Ces trois éléments sont en fait stigmatiques de l'époque à laquelle se déroule Igor… Les glorieuses 60s?

Pas si glorieuses que cela, la drogue et l'amour libre sont devenus des mots d'ordre. Ils retentissent dans les esprits jusqu'à se faire échos de le déviance. C'est clairement de cela dont il s'agit puisque Igor est devenu fou à lier du fait de la drogue et de la vie en communauté. Par la suite il s'adonnera à la tuerie de grande envergure, bain de sang qui lui apporte un substantiel plaisir.

Abordé d'une façon à peine dissimulée, le sujet dont traite réellement le film est Charles Manson. Le traumatisme causé par ce dernier hante littéralement la bobine: Igor n'est autre qu'une caricature de Charles Manson.



"Igor And The Lunatics" partage donc nombre de points communs avec le métrage de Van "The Manson Family" Bebber. Si l'aspect documentaire est ici écarté, c'est pour mieux rendre compte de la folie du personnage.

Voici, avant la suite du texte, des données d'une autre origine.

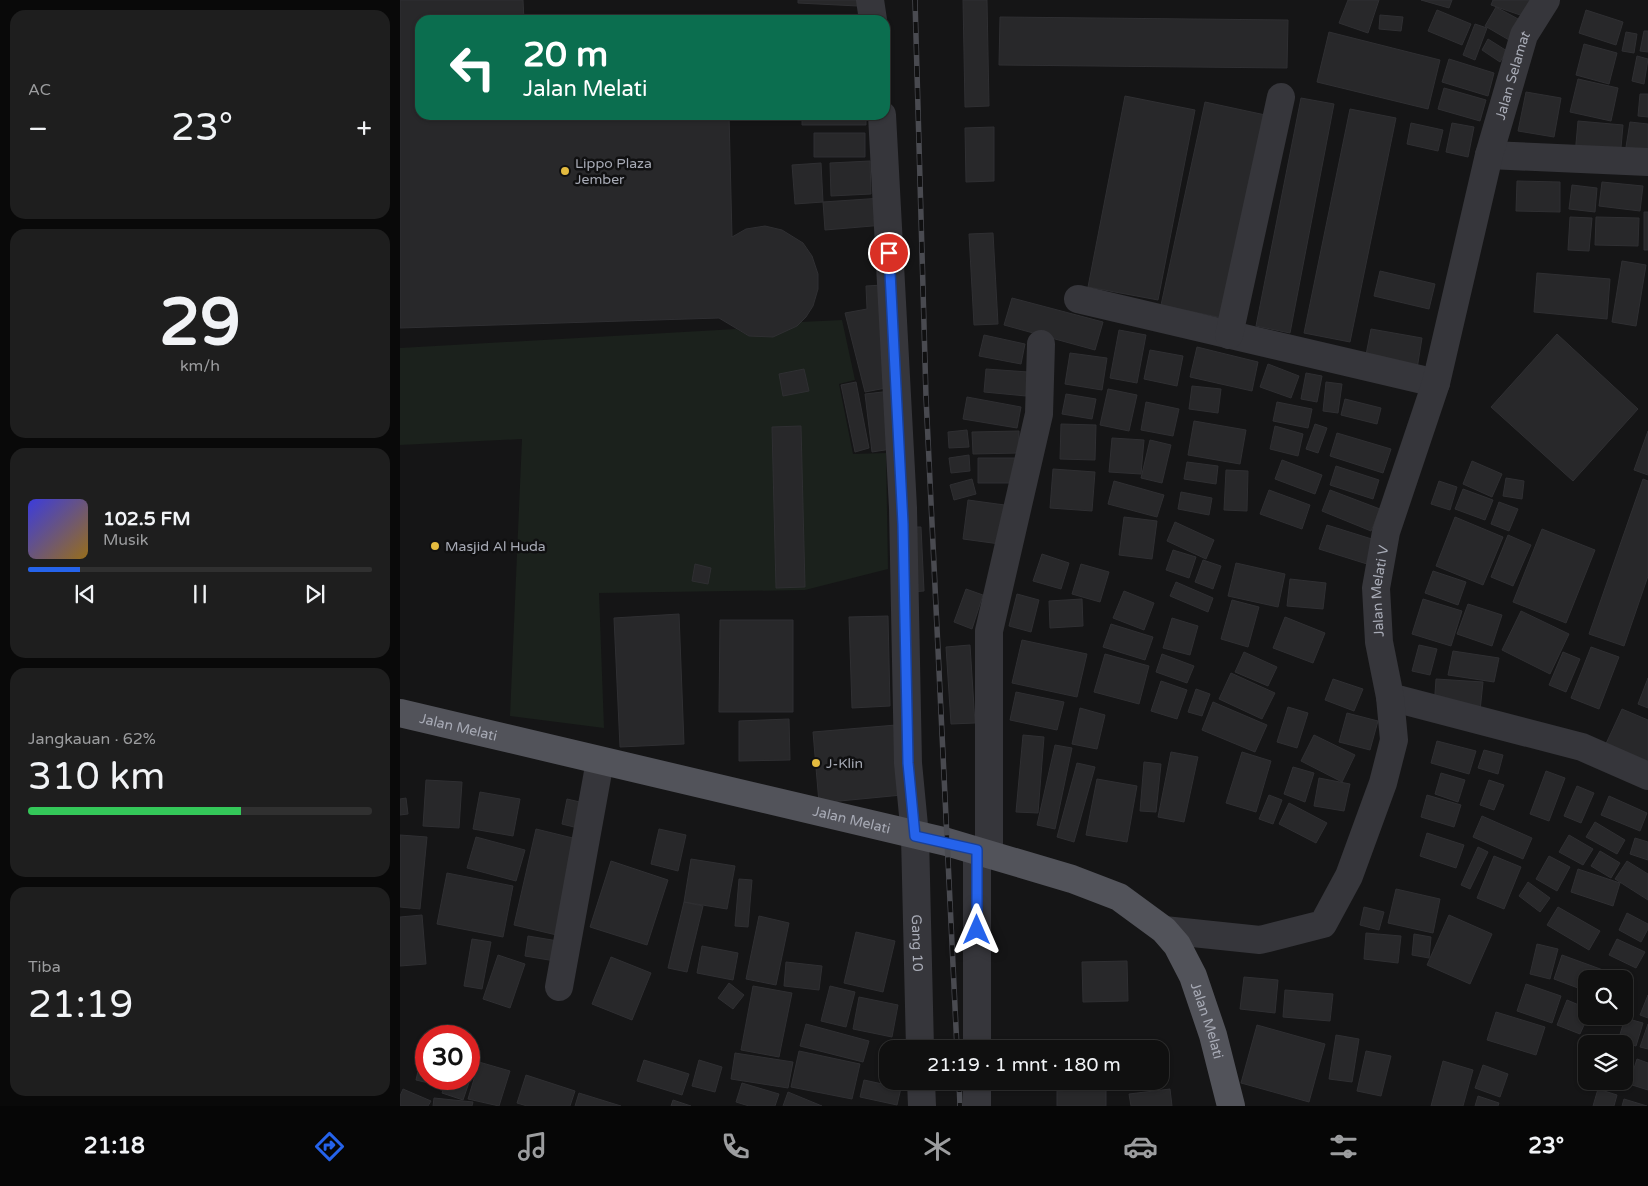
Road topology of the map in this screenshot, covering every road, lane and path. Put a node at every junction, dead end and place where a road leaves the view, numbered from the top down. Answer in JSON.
{"nodes":[{"id":1,"x":870,"y":0,"type":"edge"},
{"id":2,"x":1546,"y":0,"type":"edge"},
{"id":3,"x":873,"y":15,"type":"edge"},
{"id":4,"x":1281,"y":97,"type":"dead end"},
{"id":5,"x":882,"y":120,"type":"edge"},
{"id":6,"x":1489,"y":155,"type":"junction"},
{"id":7,"x":1648,"y":162,"type":"edge"},
{"id":8,"x":1078,"y":299,"type":"dead end"},
{"id":9,"x":1229,"y":335,"type":"junction"},
{"id":10,"x":1041,"y":344,"type":"dead end"},
{"id":11,"x":1436,"y":383,"type":"junction"},
{"id":12,"x":1390,"y":698,"type":"junction"},
{"id":13,"x":400,"y":713,"type":"edge"},
{"id":14,"x":600,"y":761,"type":"junction"},
{"id":15,"x":1648,"y":776,"type":"edge"},
{"id":16,"x":915,"y":836,"type":"junction"},
{"id":17,"x":983,"y":852,"type":"junction"},
{"id":18,"x":1164,"y":930,"type":"junction"},
{"id":19,"x":559,"y":986,"type":"dead end"},
{"id":20,"x":920,"y":1040,"type":"edge"},
{"id":21,"x":977,"y":1040,"type":"edge"},
{"id":22,"x":921,"y":1090,"type":"edge"},
{"id":23,"x":977,"y":1090,"type":"edge"},
{"id":24,"x":922,"y":1106,"type":"edge"},
{"id":25,"x":977,"y":1106,"type":"edge"},
{"id":26,"x":1231,"y":1106,"type":"edge"}],
"edges":[{"from":1,"to":3,"type":"street"},
{"from":2,"to":6,"type":"street","name":"Jalan Selamat"},
{"from":4,"to":9,"type":"street"},
{"from":5,"to":16,"type":"street","name":"Gang 10"},
{"from":6,"to":7,"type":"street"},
{"from":6,"to":11,"type":"street","name":"Jalan Melati V"},
{"from":8,"to":9,"type":"street"},
{"from":9,"to":11,"type":"street"},
{"from":10,"to":17,"type":"street"},
{"from":11,"to":12,"type":"street","name":"Jalan Melati V"},
{"from":12,"to":15,"type":"street"},
{"from":12,"to":18,"type":"street","name":"Jalan Melati V"},
{"from":13,"to":14,"type":"main road","name":"Jalan Melati"},
{"from":14,"to":16,"type":"main road","name":"Jalan Melati"},
{"from":14,"to":19,"type":"street"},
{"from":16,"to":17,"type":"main road","name":"Jalan Melati"},
{"from":16,"to":20,"type":"street","name":"Gang 10"},
{"from":17,"to":18,"type":"main road","name":"Jalan Melati"},
{"from":17,"to":21,"type":"street"},
{"from":18,"to":26,"type":"main road","name":"Jalan Melati"},
{"from":22,"to":24,"type":"street"},
{"from":23,"to":25,"type":"street"}]}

Cependant une forme de narration similaire intervient, puisque l'histoire est relatée via la lecture du journal intime de Tom. Le cauchemar revêt donc un aspect profondément intimiste, ce qui n'empêche nullement Parolini de cumuler les rôles titres. En effet tous les protagonistes (bons ou mauvais) ont une part quasi égale du gâteau.

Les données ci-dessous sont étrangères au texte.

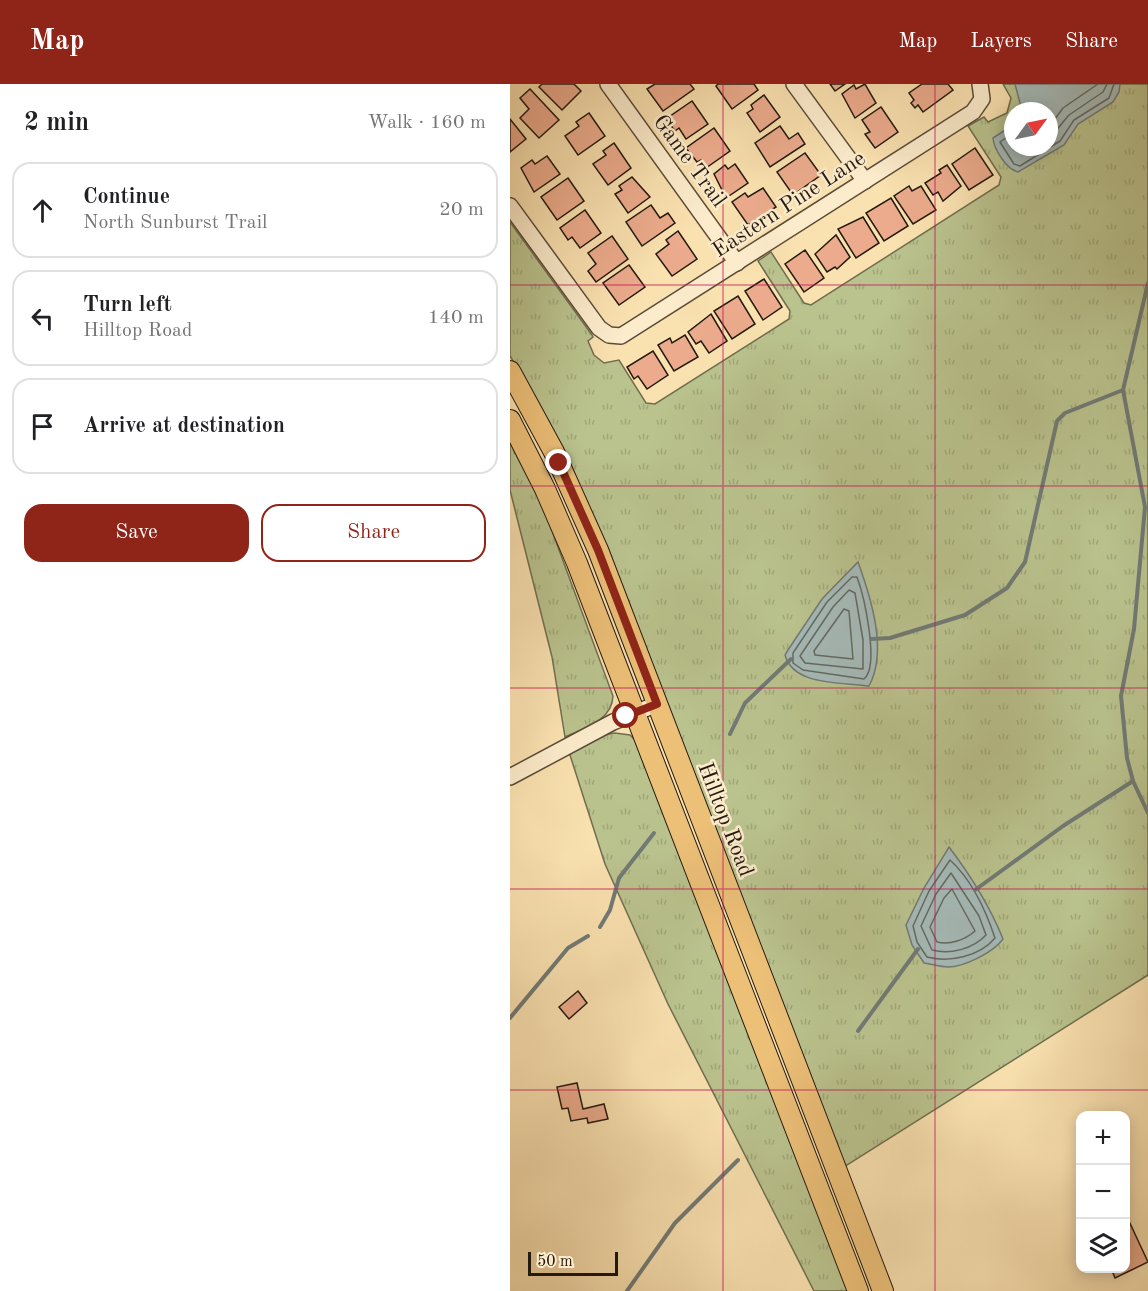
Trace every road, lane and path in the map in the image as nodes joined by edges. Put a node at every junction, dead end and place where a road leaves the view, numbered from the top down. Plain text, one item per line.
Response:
1 (608, 84) edge
2 (794, 84) edge
3 (986, 94) edge
4 (865, 181) junction
5 (510, 206) edge
6 (737, 263) junction
7 (510, 371) edge
8 (510, 420) edge
9 (657, 704) junction
10 (635, 713) junction
11 (510, 777) edge
12 (858, 1291) edge
13 (883, 1291) edge

1 - 6 street, Game Trail
2 - 4 street
3 - 4 street, Eastern Pine Lane
4 - 6 street, Eastern Pine Lane
5 - 6 street, Eastern Pine Lane
7 - 9 main road, Hilltop Road
8 - 10 main road
9 - 10 street
9 - 13 main road, Hilltop Road
10 - 11 street
10 - 12 main road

Force est de constater que le gâteau en question est de très bonne facture, porté à bout de bras par trois acteurs habités.

Mary Ann Schacht campe le rôle de l'innocente, plongée malgré elle dans un horrible bain de sang. Si l'actrice (très jolie soit dit en passant) ne brille pas particulièrement par ses dialogues, elle détonne tout particulièrement grâce à ses hurlements. Stridents, ils viennent du plus profond de ses entrailles, et cela se ressent à l'écran. La demoiselle est une Scream Queen en puissance.

Néanmoins, ses hurlements ne seraient rien sans la présence de Igor et Paul. Ces deux rôles sont si bien joués, que les acteurs SONT Igor et Paul. Leur regard est empreint de la folie la plus malsaine. Leurs comportements reflètent parfaitement cette insanité, tant et si bien que la performance d'acteur fait froid dans le dos.